Distilling a world of data down to a few key indicators can be an effective way of keeping an audience informed, and this concept is at the heart of a good dashboard. This talk will cover a few methods of scraping and reshaping open data for dashboard visualization, to automate the boring stuff so you have more time and energy to focus on the analysis and content.
This talk will cover a basic scenario of curating open data into visualizations for an audience. The main goal is to automate data scraping/downloading and reshaping. I use python to automate data gathering, and Tableau and D3 as visualization tools -- but the process can be applied to numerous analytical/visualization suites.
I'll discuss situations where a dashboard makes sense (and when one doesn't). I will make a case also that automation makes for a more seamless data gathering and updating process, but not always for smarter data analysis.
Some python packages I'll cover for web scraping and downloading/reshaping open data include: openpyxl, pandas, xlsxwriter, and BeautifulSoup. I'll also touch on APIs.

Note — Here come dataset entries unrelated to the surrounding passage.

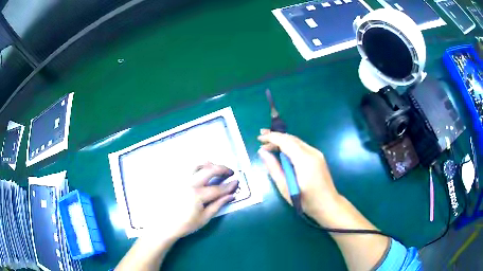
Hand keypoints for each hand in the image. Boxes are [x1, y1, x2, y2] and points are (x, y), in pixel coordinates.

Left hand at [144, 163, 237, 241]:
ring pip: (196, 164)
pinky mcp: (174, 179)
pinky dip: (196, 165)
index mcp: (197, 195)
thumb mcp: (204, 218)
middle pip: (209, 170)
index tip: (237, 182)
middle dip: (222, 169)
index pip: (218, 188)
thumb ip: (218, 205)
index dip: (229, 185)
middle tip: (229, 172)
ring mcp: (180, 179)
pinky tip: (200, 169)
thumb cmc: (185, 224)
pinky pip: (185, 167)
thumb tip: (231, 195)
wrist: (164, 225)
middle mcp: (189, 183)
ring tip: (215, 167)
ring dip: (209, 164)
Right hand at [257, 129, 339, 222]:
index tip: (259, 138)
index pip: (285, 141)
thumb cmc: (306, 200)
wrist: (328, 205)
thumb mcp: (285, 187)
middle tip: (261, 139)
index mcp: (304, 160)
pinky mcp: (318, 157)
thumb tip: (262, 152)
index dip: (271, 137)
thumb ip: (273, 168)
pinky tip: (282, 151)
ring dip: (282, 141)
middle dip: (275, 136)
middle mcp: (312, 152)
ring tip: (268, 144)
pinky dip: (289, 146)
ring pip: (296, 141)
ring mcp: (317, 153)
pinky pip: (301, 146)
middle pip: (291, 139)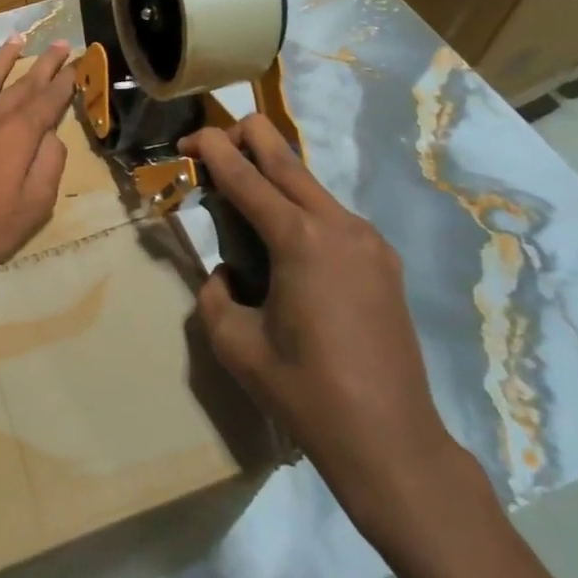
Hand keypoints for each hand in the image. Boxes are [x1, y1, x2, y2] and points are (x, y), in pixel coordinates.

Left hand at [0, 37, 76, 277]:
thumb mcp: (35, 205)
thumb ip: (49, 165)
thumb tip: (52, 136)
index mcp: (20, 134)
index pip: (49, 100)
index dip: (66, 81)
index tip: (77, 64)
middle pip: (23, 84)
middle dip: (44, 63)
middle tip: (59, 44)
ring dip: (3, 58)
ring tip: (16, 39)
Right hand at [182, 115, 469, 537]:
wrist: (390, 439)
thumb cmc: (303, 391)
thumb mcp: (234, 343)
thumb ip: (216, 293)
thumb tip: (229, 274)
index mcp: (299, 239)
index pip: (245, 175)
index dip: (212, 149)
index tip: (187, 138)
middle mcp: (339, 225)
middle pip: (286, 156)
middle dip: (246, 138)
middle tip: (213, 148)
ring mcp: (369, 240)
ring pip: (311, 186)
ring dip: (273, 178)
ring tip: (243, 207)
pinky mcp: (383, 261)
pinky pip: (332, 217)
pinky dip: (300, 211)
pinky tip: (285, 248)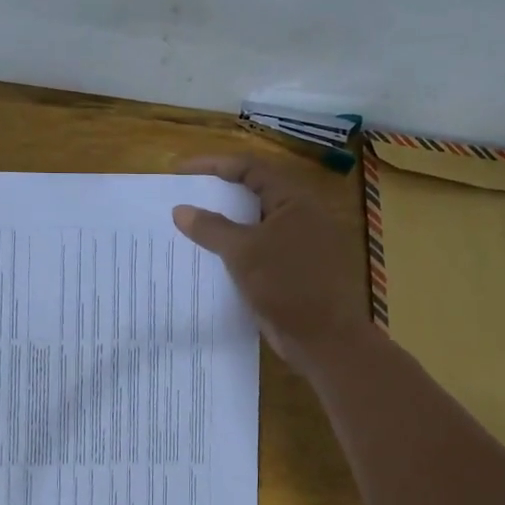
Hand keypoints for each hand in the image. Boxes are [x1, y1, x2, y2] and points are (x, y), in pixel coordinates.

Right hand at [171, 155, 369, 376]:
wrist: (324, 338)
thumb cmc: (287, 285)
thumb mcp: (244, 252)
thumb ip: (211, 228)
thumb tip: (181, 210)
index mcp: (294, 201)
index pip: (250, 168)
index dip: (214, 165)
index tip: (181, 173)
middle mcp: (298, 216)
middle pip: (252, 194)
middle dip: (217, 195)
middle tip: (183, 198)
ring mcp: (297, 245)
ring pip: (254, 226)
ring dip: (223, 226)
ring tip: (188, 228)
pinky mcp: (291, 271)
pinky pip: (257, 251)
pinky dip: (234, 251)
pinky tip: (208, 260)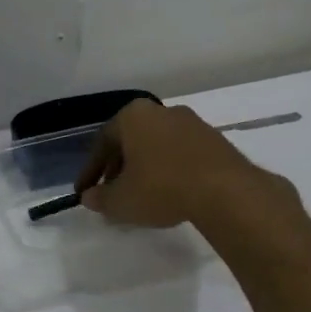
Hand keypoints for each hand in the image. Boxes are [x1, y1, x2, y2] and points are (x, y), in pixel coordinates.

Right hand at [77, 99, 291, 227]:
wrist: (225, 190)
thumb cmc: (161, 188)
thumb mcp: (121, 200)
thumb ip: (100, 198)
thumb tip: (90, 197)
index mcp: (133, 116)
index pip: (102, 142)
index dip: (90, 171)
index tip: (85, 192)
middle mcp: (162, 111)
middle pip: (131, 140)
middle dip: (118, 168)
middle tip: (112, 193)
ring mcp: (192, 123)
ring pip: (157, 146)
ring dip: (145, 168)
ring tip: (141, 196)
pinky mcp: (215, 140)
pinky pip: (181, 154)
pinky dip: (170, 170)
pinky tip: (170, 193)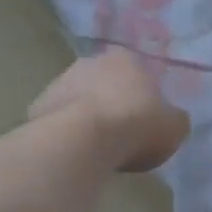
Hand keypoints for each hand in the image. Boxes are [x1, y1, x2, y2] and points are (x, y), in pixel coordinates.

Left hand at [27, 48, 189, 171]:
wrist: (83, 142)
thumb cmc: (136, 125)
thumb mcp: (174, 126)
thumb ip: (174, 119)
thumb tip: (170, 120)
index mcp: (126, 58)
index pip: (136, 70)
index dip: (141, 94)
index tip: (144, 118)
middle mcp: (90, 62)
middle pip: (104, 81)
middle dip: (110, 101)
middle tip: (121, 132)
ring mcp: (59, 82)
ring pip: (78, 99)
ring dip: (86, 115)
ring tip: (96, 147)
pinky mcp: (37, 107)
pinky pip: (58, 120)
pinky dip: (65, 132)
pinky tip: (74, 152)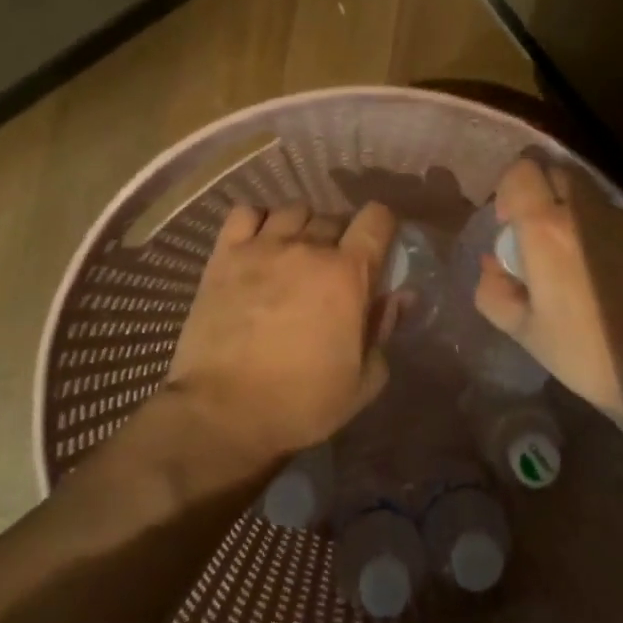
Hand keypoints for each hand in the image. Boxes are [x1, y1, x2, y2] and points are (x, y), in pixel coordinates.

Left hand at [165, 201, 397, 465]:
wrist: (222, 412)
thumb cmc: (300, 403)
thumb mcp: (362, 382)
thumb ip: (384, 330)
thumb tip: (400, 296)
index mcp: (347, 274)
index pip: (377, 219)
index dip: (383, 227)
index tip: (378, 248)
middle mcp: (308, 248)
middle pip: (335, 217)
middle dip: (341, 237)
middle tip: (333, 270)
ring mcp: (262, 247)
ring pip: (294, 210)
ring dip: (302, 227)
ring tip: (294, 254)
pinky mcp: (224, 255)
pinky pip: (246, 212)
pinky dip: (258, 220)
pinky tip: (258, 243)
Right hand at [473, 159, 622, 421]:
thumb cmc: (588, 352)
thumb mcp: (525, 332)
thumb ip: (494, 290)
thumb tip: (493, 264)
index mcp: (547, 228)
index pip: (522, 169)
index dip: (510, 187)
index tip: (512, 223)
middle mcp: (588, 210)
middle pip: (559, 171)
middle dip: (544, 191)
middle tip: (542, 236)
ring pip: (593, 197)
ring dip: (579, 216)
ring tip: (584, 265)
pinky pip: (622, 221)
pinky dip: (610, 237)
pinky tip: (619, 280)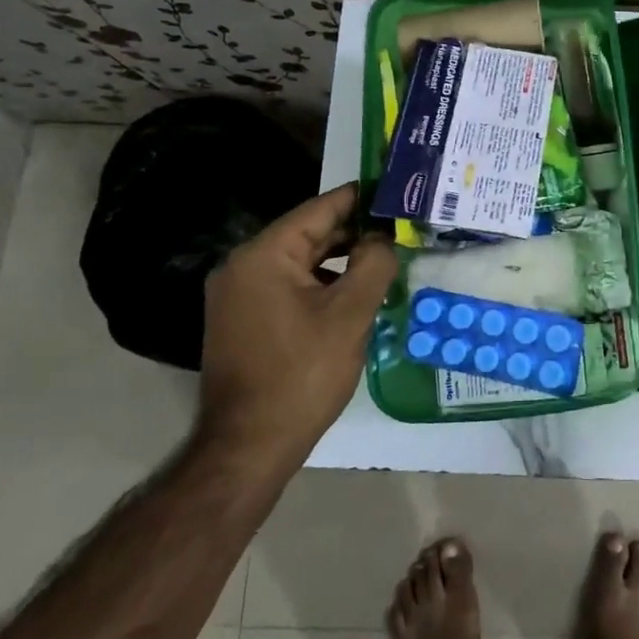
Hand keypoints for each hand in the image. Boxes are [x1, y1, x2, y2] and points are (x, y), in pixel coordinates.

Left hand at [199, 184, 396, 464]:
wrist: (248, 447)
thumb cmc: (302, 375)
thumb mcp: (350, 315)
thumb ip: (373, 264)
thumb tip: (383, 237)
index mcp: (263, 255)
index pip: (320, 209)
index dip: (361, 199)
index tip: (396, 191)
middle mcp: (243, 266)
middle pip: (308, 234)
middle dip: (354, 232)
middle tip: (400, 228)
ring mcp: (238, 295)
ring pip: (300, 262)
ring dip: (340, 260)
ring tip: (384, 259)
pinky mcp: (243, 320)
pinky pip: (289, 286)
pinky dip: (321, 284)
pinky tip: (354, 294)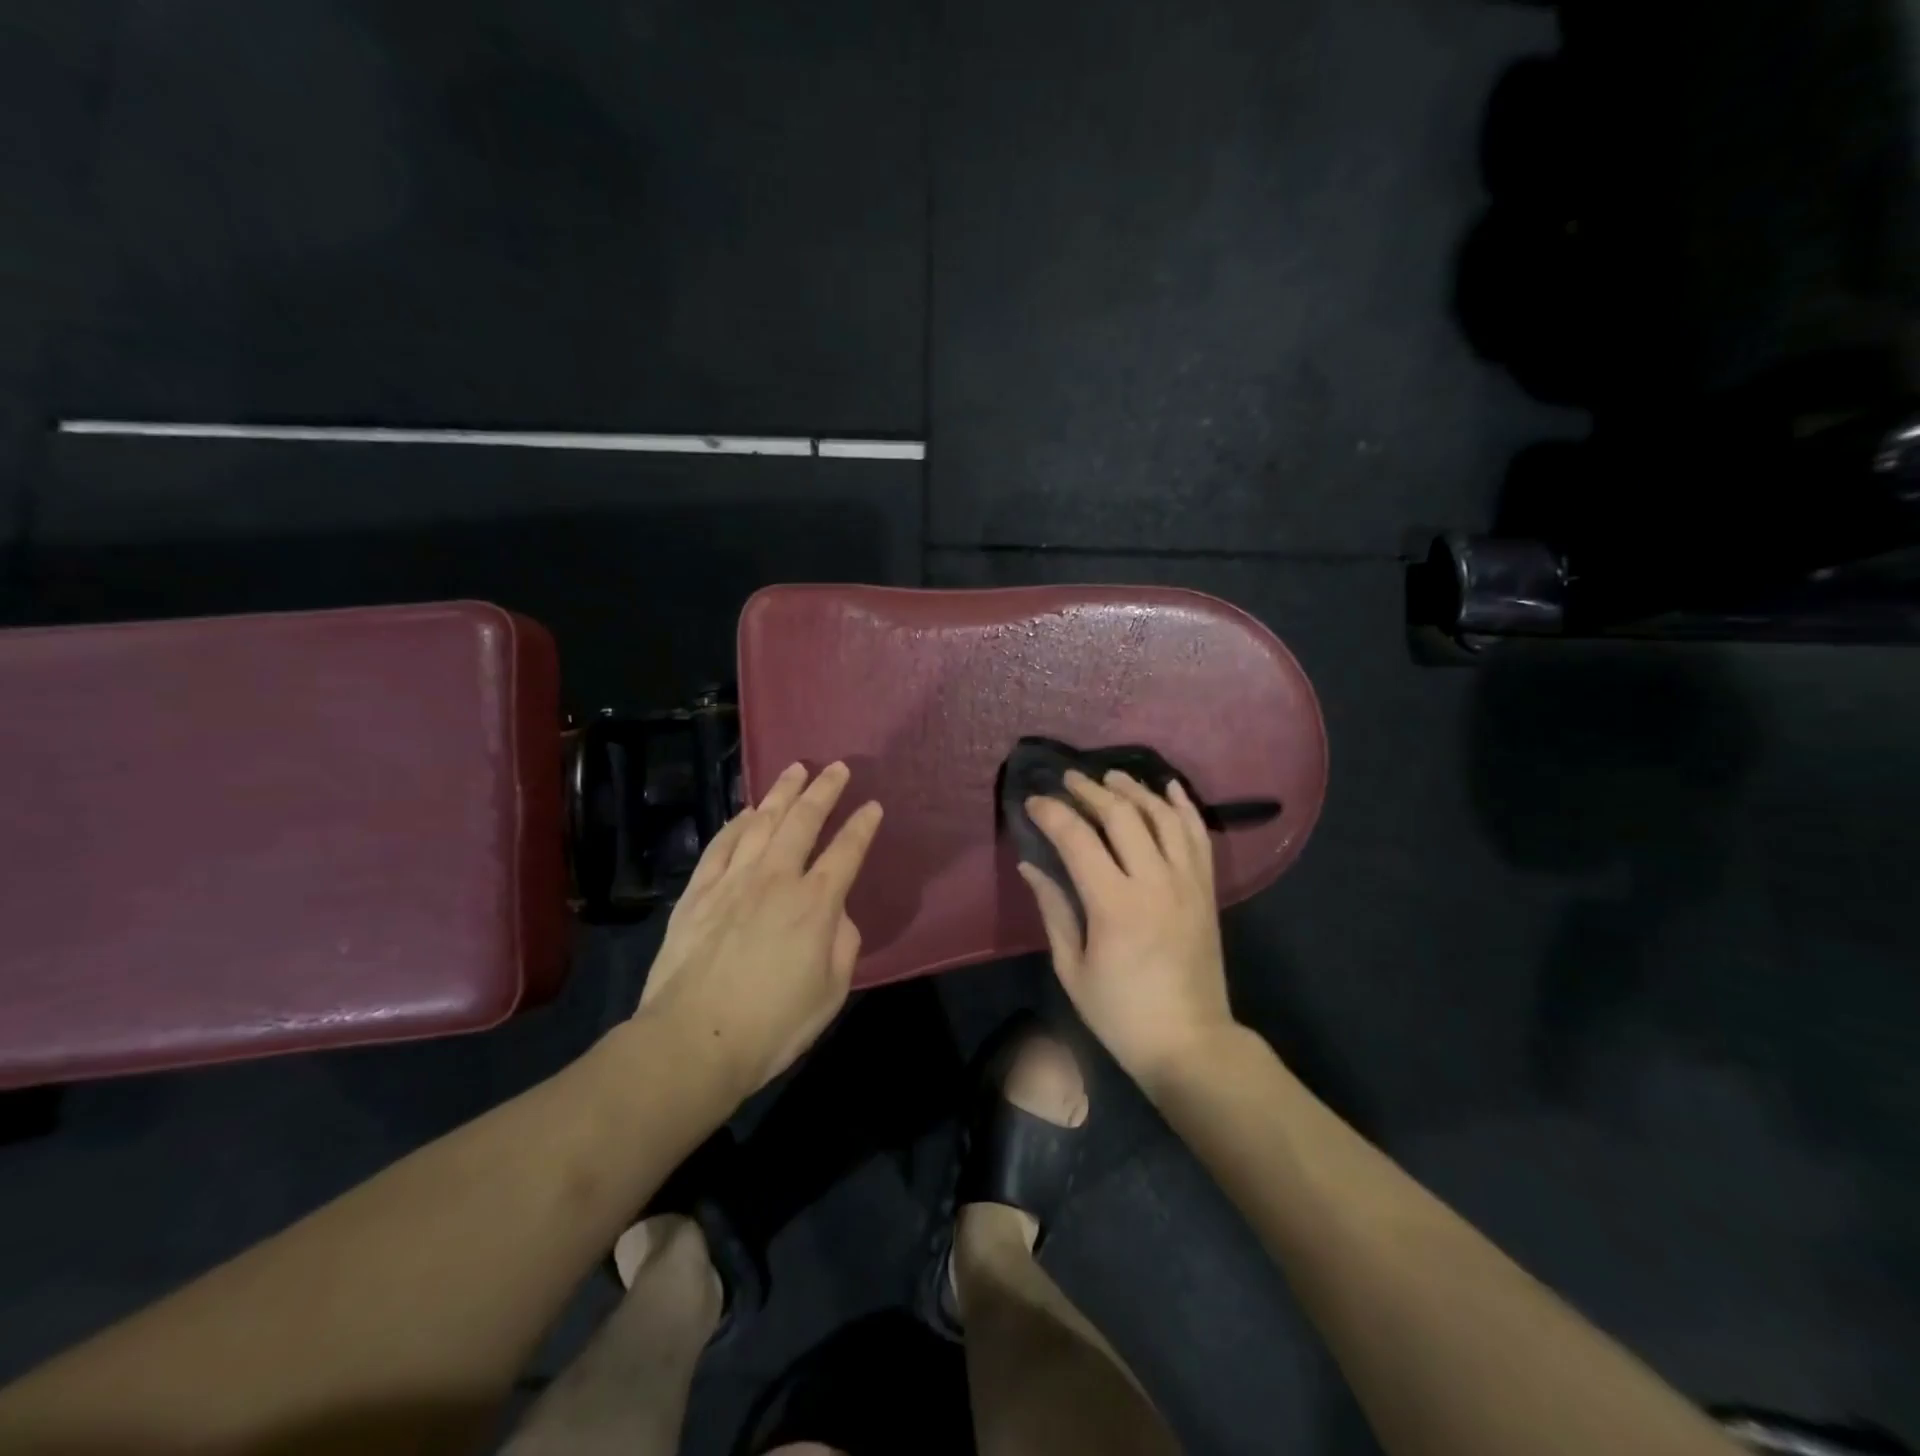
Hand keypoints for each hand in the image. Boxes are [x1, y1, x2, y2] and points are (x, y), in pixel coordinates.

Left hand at [635, 761, 882, 1098]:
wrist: (693, 1041)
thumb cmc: (772, 1025)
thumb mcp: (831, 992)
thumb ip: (843, 943)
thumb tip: (836, 914)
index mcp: (815, 904)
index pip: (847, 851)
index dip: (862, 826)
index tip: (873, 806)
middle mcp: (776, 879)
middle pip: (804, 821)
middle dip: (824, 790)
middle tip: (837, 767)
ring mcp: (733, 881)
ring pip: (761, 822)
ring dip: (781, 793)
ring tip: (795, 770)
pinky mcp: (698, 892)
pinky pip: (720, 845)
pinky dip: (736, 823)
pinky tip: (745, 812)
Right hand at [1020, 770, 1234, 1087]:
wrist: (1191, 1042)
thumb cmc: (1121, 1013)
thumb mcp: (1072, 968)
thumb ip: (1053, 909)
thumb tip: (1030, 866)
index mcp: (1114, 905)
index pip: (1077, 839)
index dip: (1052, 813)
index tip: (1033, 802)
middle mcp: (1154, 882)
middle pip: (1122, 815)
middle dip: (1091, 790)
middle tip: (1069, 780)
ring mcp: (1187, 882)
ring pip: (1163, 816)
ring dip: (1135, 790)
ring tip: (1111, 776)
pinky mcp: (1206, 889)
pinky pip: (1198, 836)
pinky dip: (1183, 807)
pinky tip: (1169, 788)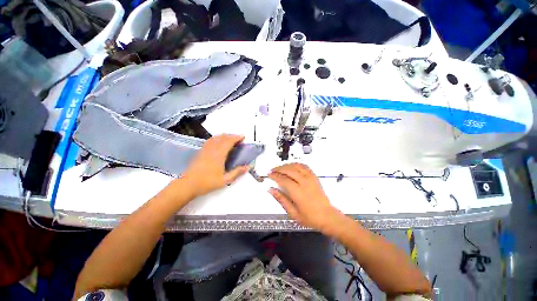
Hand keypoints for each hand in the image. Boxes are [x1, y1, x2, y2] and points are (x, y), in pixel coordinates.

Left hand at [182, 134, 248, 197]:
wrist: (188, 185)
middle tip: (238, 139)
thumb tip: (247, 167)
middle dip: (232, 136)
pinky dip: (217, 138)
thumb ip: (237, 172)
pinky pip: (210, 140)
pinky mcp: (201, 151)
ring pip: (216, 137)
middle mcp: (212, 150)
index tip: (243, 137)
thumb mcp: (225, 180)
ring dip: (224, 136)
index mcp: (219, 155)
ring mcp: (205, 149)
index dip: (236, 137)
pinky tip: (218, 142)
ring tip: (230, 139)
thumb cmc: (207, 183)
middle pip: (223, 137)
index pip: (229, 141)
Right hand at [268, 163, 343, 232]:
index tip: (269, 174)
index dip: (275, 176)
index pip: (284, 180)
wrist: (327, 216)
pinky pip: (304, 166)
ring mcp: (311, 178)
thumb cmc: (310, 217)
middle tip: (272, 170)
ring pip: (296, 166)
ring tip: (280, 168)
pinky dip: (296, 164)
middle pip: (289, 170)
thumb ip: (281, 200)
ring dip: (287, 165)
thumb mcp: (293, 213)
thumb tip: (271, 190)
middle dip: (279, 169)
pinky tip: (292, 166)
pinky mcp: (315, 177)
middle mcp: (305, 182)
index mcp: (298, 192)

The case study for this talk, and the source of the example data visualizations, will be the Economic Intelligence Dashboard (http://open.dc.gov/economic-intelligence/). This public dashboard is a curated collection of open data from disparate sources which, taken together, form a narrative of the economic health of DC. As my main field of focus is on economic data, throughout the talk I will touch on the best (most authoritative; easiest to scrape) sources of economic data and data on the District and the region.